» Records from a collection
• • • • •
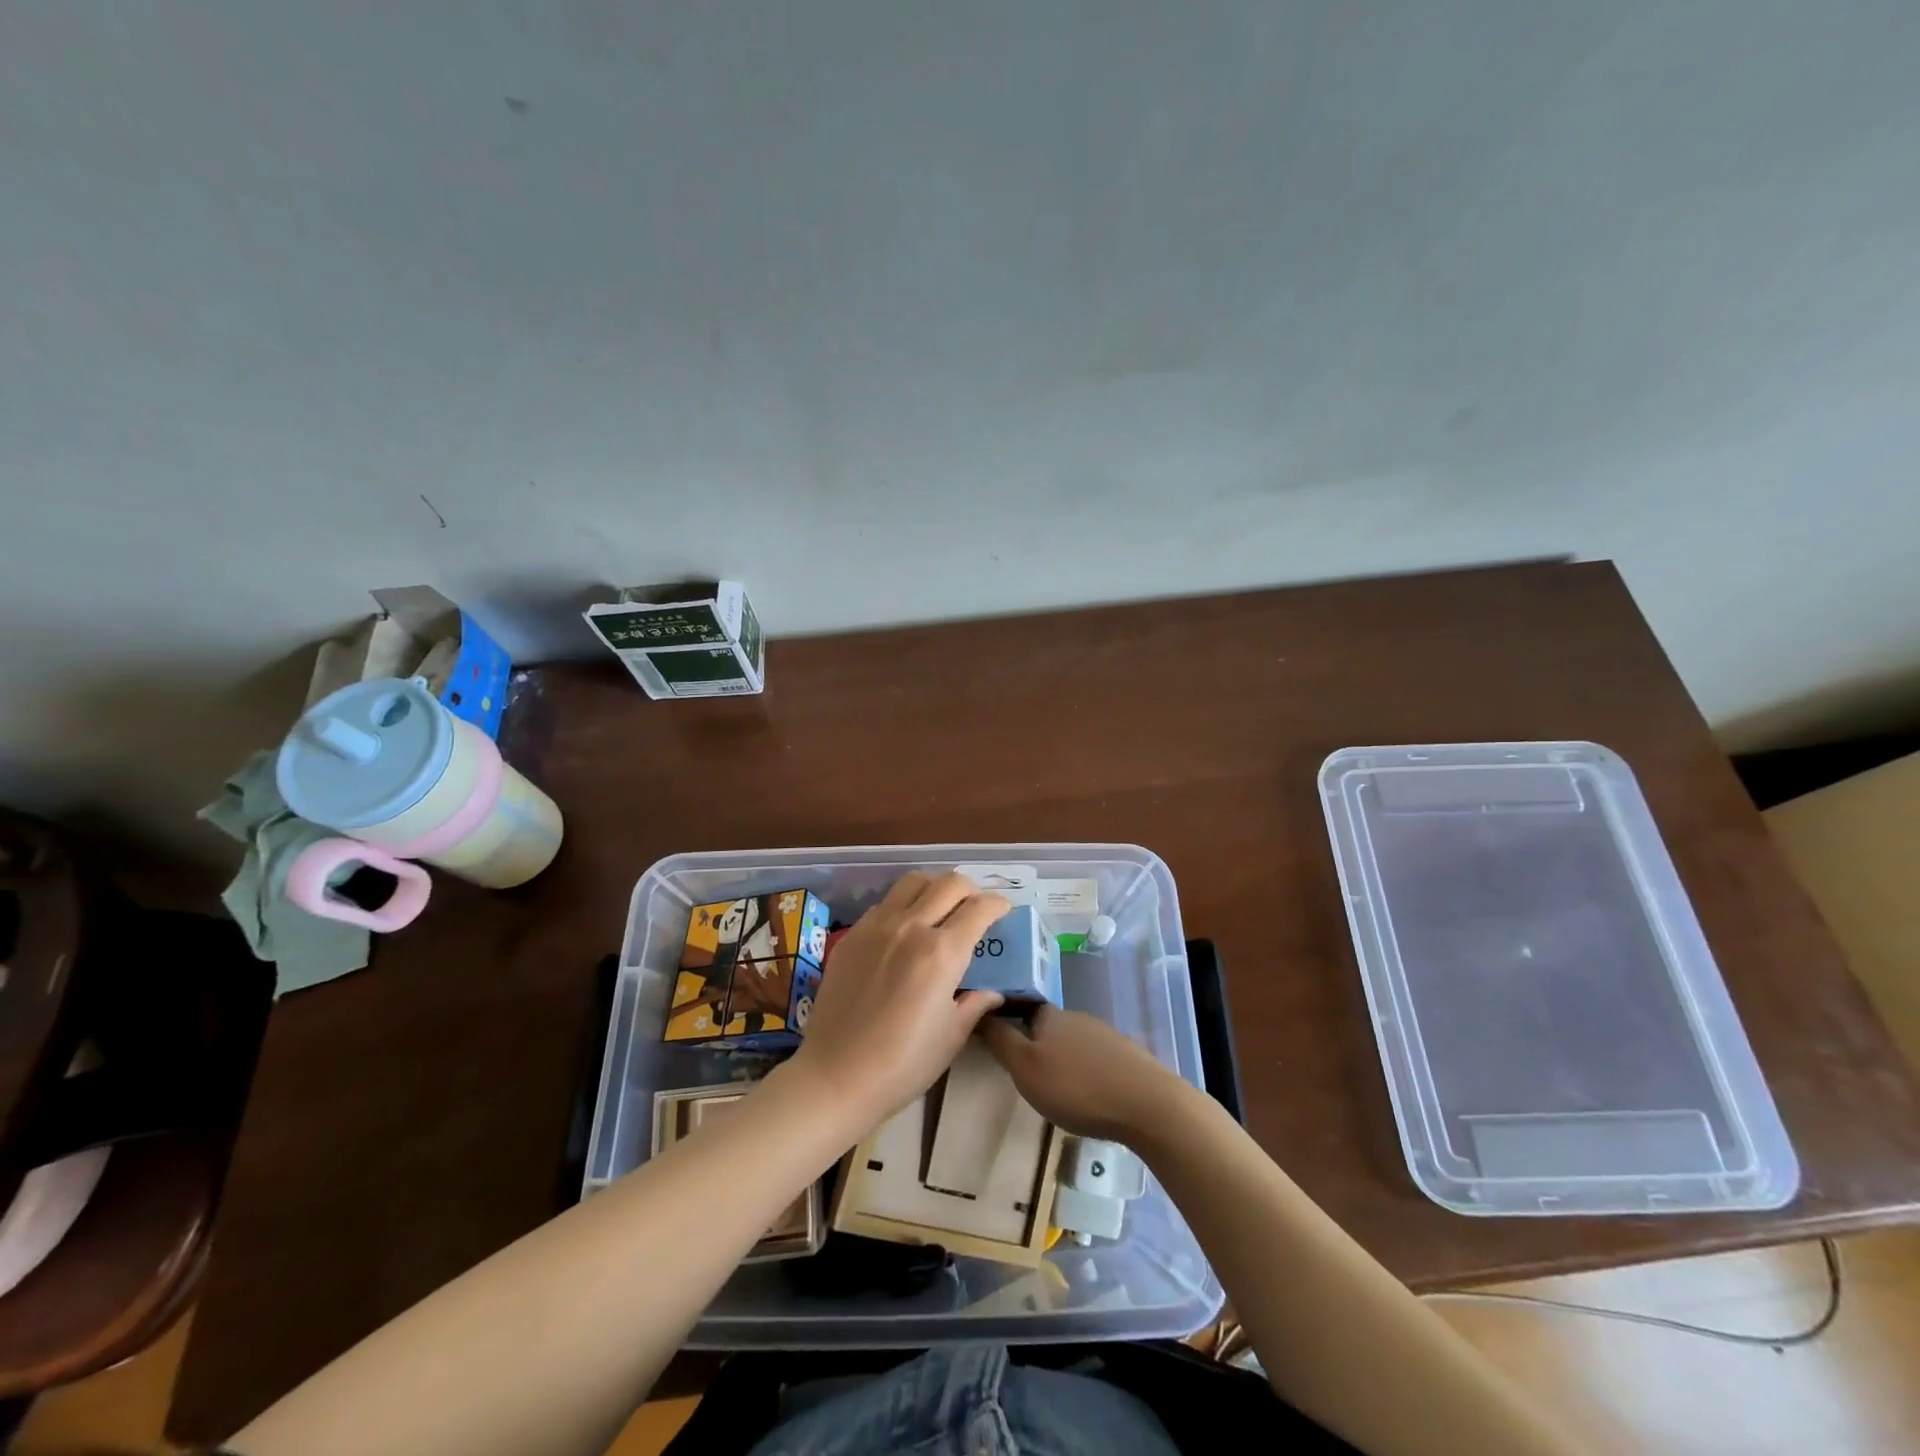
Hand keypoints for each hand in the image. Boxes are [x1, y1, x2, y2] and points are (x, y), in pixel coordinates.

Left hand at [786, 872, 1008, 1132]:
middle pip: (949, 883)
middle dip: (971, 889)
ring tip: (941, 906)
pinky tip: (905, 929)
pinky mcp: (852, 935)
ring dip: (935, 886)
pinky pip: (885, 903)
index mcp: (942, 952)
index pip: (979, 908)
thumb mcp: (951, 1036)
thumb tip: (993, 992)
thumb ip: (975, 1004)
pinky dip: (904, 904)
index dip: (998, 904)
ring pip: (913, 881)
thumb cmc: (903, 1063)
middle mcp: (911, 927)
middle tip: (975, 907)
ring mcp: (877, 926)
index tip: (1003, 911)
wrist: (836, 1076)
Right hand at [980, 1005, 1187, 1143]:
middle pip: (1046, 1026)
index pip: (1020, 1006)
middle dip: (1034, 1044)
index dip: (1006, 1021)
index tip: (995, 1042)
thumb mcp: (1025, 1068)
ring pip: (1071, 1043)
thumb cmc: (1076, 1086)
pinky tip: (1086, 1095)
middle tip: (1023, 1074)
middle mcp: (1076, 1018)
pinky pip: (1094, 1059)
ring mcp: (1104, 1035)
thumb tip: (979, 1010)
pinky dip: (1084, 1072)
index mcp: (1049, 1016)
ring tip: (1054, 1090)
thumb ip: (1000, 1040)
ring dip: (1060, 1060)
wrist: (1147, 1105)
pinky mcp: (1126, 1057)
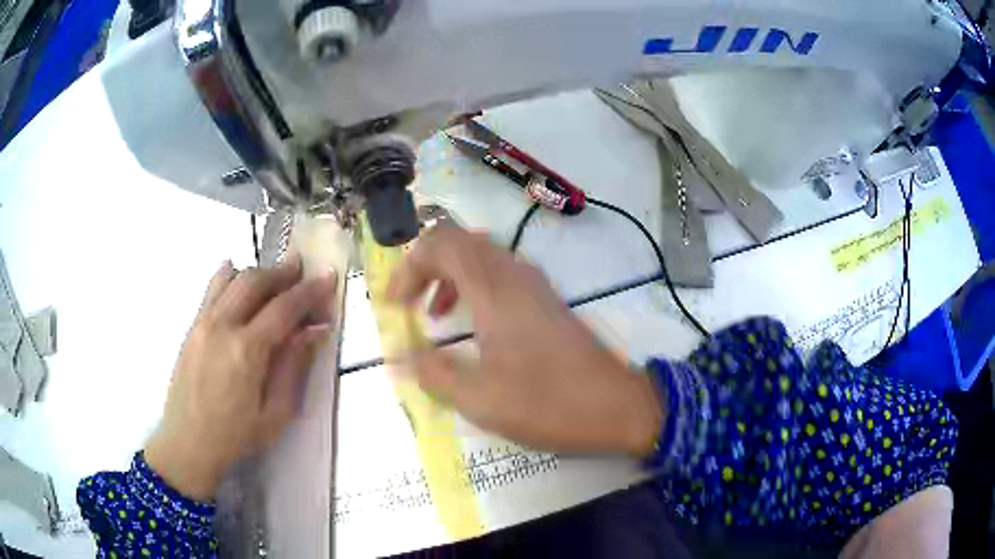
• • • • •
» YOUR TASK
Nothing but the lines above from the one containing "middle pip: (949, 883)" through the one containing "wrist: (836, 1076)" should appear in the answer, each repeated exactly.

» ANSWER SECTION
middle pip: (949, 883)
middle dip: (971, 889)
ring tip: (941, 906)
pinky tip: (905, 929)
pinky mcp: (852, 935)
ring dip: (935, 886)
pinky pip: (885, 903)
index mcp: (942, 952)
index pip: (979, 908)
thumb mcp: (951, 1036)
thumb tip: (993, 992)
thumb ip: (975, 1004)
pinky dip: (904, 904)
index dip: (998, 904)
ring pip: (913, 881)
thumb cmc: (903, 1063)
middle mcp: (911, 927)
middle tip: (975, 907)
ring mcp: (877, 926)
index tip: (1003, 911)
wrist: (836, 1076)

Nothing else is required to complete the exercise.